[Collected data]
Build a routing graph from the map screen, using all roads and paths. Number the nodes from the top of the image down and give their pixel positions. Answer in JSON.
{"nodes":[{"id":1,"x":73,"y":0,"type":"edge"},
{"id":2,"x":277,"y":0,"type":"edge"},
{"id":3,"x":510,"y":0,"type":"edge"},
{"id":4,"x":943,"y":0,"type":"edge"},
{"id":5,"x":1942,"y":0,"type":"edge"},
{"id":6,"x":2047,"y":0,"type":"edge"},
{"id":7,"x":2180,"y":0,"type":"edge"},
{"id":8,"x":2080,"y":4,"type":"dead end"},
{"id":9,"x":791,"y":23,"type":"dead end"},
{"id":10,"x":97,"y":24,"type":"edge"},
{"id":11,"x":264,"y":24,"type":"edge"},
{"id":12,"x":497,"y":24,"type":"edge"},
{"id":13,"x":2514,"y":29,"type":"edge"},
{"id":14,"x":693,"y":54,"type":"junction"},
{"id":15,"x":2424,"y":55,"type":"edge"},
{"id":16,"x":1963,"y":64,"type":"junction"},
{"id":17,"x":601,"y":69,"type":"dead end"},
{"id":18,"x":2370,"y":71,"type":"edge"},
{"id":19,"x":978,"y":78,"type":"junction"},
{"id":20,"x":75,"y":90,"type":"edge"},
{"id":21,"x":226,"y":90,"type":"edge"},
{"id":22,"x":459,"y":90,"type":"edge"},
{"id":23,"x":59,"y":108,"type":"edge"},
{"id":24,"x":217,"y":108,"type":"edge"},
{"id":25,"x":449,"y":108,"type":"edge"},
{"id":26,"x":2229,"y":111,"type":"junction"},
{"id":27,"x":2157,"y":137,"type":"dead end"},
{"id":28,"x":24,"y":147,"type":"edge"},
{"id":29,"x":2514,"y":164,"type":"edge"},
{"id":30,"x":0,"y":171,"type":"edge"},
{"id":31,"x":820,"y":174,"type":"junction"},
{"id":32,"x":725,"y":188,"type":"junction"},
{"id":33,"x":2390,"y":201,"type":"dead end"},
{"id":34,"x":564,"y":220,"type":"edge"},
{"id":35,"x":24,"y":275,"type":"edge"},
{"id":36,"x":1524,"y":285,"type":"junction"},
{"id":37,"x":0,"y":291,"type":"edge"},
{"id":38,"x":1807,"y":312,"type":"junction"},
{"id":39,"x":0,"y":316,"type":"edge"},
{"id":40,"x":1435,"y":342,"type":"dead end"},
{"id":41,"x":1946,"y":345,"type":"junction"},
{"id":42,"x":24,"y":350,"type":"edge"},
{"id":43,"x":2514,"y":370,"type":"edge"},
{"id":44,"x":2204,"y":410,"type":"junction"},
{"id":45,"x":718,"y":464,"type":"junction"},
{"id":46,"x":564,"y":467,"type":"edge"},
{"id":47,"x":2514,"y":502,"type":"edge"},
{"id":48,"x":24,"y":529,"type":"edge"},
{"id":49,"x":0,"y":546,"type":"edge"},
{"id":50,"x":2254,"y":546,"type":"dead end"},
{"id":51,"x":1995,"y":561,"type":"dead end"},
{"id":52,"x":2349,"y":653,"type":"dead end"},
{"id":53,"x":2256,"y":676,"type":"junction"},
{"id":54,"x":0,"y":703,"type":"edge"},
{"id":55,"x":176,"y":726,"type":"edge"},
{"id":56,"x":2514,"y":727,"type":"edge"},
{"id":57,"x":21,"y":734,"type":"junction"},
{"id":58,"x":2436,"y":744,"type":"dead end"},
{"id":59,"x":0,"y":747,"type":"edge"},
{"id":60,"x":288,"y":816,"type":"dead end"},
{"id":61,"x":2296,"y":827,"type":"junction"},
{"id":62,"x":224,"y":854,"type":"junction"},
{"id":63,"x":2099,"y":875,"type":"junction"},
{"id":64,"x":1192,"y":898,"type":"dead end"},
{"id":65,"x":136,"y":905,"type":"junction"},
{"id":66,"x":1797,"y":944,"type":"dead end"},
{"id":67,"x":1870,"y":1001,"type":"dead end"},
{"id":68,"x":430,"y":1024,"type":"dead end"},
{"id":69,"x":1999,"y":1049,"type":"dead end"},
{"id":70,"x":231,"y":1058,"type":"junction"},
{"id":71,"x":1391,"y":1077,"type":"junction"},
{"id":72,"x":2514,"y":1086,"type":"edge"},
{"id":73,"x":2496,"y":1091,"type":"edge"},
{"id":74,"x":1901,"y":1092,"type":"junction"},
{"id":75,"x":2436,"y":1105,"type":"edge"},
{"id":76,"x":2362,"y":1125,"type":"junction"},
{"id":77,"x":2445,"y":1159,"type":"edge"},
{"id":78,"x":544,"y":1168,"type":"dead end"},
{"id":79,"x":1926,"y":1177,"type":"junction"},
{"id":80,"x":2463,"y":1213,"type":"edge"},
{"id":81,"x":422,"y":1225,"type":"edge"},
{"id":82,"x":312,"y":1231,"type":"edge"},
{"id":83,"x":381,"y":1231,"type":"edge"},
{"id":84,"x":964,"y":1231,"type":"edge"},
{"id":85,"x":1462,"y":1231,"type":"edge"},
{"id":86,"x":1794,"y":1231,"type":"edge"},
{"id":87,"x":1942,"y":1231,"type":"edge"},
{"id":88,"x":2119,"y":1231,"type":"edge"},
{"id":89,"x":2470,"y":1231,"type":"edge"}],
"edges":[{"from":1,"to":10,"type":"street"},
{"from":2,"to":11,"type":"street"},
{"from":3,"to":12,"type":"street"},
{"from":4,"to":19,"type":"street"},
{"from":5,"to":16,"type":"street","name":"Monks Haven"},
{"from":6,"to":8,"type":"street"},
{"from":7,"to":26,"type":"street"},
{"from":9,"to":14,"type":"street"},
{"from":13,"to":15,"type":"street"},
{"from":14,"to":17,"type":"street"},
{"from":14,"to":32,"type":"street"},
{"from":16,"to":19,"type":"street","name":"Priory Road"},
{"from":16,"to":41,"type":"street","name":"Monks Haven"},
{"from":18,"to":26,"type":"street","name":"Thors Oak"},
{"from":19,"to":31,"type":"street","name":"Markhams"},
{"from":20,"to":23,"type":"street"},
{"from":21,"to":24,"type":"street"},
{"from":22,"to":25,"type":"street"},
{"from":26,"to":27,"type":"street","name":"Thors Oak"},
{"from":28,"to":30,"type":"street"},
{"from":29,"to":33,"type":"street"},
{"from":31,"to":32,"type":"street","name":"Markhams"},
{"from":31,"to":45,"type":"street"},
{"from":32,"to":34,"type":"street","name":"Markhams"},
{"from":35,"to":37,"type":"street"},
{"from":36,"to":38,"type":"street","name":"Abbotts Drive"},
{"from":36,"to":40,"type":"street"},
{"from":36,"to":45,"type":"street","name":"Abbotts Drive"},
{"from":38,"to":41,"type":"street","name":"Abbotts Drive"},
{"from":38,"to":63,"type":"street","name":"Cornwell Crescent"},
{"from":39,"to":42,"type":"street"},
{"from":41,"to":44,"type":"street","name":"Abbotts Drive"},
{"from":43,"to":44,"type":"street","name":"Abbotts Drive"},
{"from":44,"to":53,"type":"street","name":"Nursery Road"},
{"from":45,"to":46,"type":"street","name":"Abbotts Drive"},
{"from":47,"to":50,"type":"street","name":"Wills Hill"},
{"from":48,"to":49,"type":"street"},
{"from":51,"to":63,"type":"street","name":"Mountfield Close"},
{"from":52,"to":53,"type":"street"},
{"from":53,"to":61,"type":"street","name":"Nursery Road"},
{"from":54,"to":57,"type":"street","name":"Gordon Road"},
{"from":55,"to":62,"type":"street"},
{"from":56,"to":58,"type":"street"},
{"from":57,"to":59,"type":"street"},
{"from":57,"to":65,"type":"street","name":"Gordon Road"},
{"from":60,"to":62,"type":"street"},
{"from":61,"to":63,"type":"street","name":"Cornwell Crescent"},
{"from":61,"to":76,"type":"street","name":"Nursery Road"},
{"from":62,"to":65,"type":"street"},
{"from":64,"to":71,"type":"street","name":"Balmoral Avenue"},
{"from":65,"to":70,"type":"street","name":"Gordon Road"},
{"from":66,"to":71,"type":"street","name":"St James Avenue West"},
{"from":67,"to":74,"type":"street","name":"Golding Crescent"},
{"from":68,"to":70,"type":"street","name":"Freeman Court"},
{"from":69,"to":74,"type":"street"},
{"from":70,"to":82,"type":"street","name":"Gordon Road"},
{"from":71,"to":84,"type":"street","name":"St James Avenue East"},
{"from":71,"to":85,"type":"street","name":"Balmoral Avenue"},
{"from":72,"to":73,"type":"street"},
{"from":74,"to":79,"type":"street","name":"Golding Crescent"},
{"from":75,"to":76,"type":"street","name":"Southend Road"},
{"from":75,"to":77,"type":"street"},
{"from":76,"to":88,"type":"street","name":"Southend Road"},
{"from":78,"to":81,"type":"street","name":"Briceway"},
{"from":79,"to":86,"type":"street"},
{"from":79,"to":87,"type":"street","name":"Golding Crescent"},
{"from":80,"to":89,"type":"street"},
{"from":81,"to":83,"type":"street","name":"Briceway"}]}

What to do: Check every line above for the string "Gordon" and copy those that have it.

Exercise solution:
{"from":54,"to":57,"type":"street","name":"Gordon Road"},
{"from":57,"to":65,"type":"street","name":"Gordon Road"},
{"from":65,"to":70,"type":"street","name":"Gordon Road"},
{"from":70,"to":82,"type":"street","name":"Gordon Road"},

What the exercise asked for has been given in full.